1. The actress who provided Jem’s singing voice had never sung professionally.

Jem was actress Britta Phillips’ first professional gig. For her audition, she sang the show’s theme song—not only did she nail the audition, but producers liked this version so much they kept it as the one that was actually used in production.

2. But Jem’s speaking voice was provided by a professional singer.

As a trained singer who started her career at the ripe old age of 7, Samantha Newark has said, “It’s surreal sometimes to be known for Jem and not be known for the singing.”

3. Jem was a doll before she was a cartoon.

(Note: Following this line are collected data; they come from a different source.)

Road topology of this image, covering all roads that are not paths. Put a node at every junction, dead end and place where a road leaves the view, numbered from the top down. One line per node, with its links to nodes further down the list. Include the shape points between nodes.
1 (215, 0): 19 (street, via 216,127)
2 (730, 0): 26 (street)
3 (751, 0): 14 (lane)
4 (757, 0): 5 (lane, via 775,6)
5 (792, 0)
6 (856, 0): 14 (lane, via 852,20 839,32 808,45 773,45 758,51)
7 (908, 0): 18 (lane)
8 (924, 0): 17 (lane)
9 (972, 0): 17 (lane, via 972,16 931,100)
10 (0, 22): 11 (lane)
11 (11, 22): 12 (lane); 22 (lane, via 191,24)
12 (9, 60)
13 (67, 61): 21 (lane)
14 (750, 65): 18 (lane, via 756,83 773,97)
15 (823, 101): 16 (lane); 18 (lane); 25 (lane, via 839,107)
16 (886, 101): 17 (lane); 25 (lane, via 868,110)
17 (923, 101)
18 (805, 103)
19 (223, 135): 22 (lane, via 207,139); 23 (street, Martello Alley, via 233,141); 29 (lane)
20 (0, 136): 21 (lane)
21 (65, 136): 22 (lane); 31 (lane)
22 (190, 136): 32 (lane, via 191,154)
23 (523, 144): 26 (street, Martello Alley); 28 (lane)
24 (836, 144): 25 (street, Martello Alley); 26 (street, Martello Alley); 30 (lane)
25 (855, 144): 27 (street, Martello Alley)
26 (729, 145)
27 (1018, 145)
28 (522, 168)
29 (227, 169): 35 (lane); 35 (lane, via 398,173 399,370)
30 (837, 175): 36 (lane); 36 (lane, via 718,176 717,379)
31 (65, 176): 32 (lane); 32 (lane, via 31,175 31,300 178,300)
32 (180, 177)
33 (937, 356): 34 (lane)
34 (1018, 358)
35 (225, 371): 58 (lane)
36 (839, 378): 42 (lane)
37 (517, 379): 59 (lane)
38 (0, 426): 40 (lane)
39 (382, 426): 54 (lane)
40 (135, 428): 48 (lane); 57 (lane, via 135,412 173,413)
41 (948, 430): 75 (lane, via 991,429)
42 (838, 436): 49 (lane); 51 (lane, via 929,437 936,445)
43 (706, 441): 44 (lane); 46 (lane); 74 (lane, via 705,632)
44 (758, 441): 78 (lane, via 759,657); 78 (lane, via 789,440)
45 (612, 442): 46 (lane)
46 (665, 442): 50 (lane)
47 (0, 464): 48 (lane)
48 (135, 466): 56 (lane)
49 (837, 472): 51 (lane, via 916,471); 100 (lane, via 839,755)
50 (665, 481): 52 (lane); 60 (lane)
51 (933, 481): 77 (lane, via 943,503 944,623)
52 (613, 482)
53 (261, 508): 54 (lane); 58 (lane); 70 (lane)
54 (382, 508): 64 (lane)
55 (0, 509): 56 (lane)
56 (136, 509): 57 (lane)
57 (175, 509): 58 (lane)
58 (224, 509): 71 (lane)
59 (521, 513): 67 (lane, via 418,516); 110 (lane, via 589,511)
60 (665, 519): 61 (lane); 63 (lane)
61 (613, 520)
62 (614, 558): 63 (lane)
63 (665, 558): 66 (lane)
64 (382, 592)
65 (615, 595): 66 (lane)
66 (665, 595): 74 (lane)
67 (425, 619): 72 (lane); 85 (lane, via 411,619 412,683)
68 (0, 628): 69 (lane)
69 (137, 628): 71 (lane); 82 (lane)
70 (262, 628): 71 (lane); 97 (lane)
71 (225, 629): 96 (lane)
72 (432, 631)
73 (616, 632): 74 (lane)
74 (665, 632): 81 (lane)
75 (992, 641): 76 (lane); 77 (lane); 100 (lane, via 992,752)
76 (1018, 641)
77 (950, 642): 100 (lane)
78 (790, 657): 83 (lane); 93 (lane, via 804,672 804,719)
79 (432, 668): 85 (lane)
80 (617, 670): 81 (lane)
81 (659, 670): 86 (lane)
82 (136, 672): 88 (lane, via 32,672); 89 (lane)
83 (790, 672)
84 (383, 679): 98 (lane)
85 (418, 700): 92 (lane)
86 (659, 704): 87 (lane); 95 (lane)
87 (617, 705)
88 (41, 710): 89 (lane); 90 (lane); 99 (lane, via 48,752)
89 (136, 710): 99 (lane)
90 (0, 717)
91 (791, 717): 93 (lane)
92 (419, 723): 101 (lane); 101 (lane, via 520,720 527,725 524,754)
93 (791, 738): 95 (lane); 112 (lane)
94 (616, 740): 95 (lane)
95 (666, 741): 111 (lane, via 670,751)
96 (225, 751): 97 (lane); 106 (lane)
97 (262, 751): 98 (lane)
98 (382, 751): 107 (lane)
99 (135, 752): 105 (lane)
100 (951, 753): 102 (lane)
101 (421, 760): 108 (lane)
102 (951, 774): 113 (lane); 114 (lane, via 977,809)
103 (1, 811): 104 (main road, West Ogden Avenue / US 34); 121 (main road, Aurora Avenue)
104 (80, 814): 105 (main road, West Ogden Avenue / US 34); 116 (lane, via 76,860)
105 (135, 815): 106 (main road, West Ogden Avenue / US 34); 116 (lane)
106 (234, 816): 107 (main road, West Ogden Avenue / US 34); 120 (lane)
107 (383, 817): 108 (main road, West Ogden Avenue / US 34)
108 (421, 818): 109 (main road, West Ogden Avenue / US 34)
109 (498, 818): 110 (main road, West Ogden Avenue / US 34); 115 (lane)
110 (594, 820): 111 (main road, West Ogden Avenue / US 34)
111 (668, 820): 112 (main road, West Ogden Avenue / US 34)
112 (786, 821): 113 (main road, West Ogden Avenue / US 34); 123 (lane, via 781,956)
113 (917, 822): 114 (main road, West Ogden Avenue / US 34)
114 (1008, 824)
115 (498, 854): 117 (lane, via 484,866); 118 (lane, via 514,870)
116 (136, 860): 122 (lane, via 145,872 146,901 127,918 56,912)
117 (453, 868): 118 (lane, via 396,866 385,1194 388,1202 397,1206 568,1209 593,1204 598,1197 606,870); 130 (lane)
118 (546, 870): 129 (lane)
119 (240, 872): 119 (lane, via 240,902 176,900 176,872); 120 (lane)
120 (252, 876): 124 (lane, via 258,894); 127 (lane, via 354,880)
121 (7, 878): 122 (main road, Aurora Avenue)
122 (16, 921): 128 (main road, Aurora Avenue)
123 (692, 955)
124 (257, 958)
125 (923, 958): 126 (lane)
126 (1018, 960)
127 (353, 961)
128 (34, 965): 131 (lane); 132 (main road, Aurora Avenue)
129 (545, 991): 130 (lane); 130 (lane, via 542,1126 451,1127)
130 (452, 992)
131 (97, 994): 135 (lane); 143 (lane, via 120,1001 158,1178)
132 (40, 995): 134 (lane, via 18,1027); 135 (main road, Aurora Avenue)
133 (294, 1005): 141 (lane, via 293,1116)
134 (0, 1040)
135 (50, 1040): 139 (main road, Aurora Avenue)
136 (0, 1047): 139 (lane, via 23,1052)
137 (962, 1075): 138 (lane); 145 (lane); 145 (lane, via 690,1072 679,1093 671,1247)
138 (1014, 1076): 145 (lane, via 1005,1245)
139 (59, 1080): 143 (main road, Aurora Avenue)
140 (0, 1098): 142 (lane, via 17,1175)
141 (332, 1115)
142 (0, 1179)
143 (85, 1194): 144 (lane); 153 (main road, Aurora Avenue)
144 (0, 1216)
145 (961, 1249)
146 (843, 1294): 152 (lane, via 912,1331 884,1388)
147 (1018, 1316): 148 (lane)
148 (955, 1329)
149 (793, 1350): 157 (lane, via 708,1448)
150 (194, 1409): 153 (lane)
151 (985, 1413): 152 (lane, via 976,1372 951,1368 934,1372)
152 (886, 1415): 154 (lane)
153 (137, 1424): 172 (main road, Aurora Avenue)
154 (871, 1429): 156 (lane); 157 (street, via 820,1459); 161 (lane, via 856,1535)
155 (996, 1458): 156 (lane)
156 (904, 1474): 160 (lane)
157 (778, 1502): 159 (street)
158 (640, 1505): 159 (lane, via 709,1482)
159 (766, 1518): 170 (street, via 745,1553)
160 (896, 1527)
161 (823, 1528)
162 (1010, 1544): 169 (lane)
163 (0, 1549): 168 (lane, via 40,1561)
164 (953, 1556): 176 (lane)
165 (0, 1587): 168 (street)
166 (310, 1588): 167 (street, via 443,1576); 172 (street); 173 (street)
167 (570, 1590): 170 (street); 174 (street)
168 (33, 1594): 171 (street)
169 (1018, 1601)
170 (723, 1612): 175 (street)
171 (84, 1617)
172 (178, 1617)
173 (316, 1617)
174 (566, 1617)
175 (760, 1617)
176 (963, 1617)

Hasbro had already created a couple of cartoon shows to market their toys—G.I. Joe and Transformers. Hoping to strike gold again with a female audience, the company created a doll they hoped would give Barbie a run for her money. They recruited Sunbow Productions, the studio behind the G.I. Joe show, who gave it to writer Christy Marx, because “they liked my work, plus I was about the only woman writer they had."

4. The Holograms’ last names were inspired by scientists.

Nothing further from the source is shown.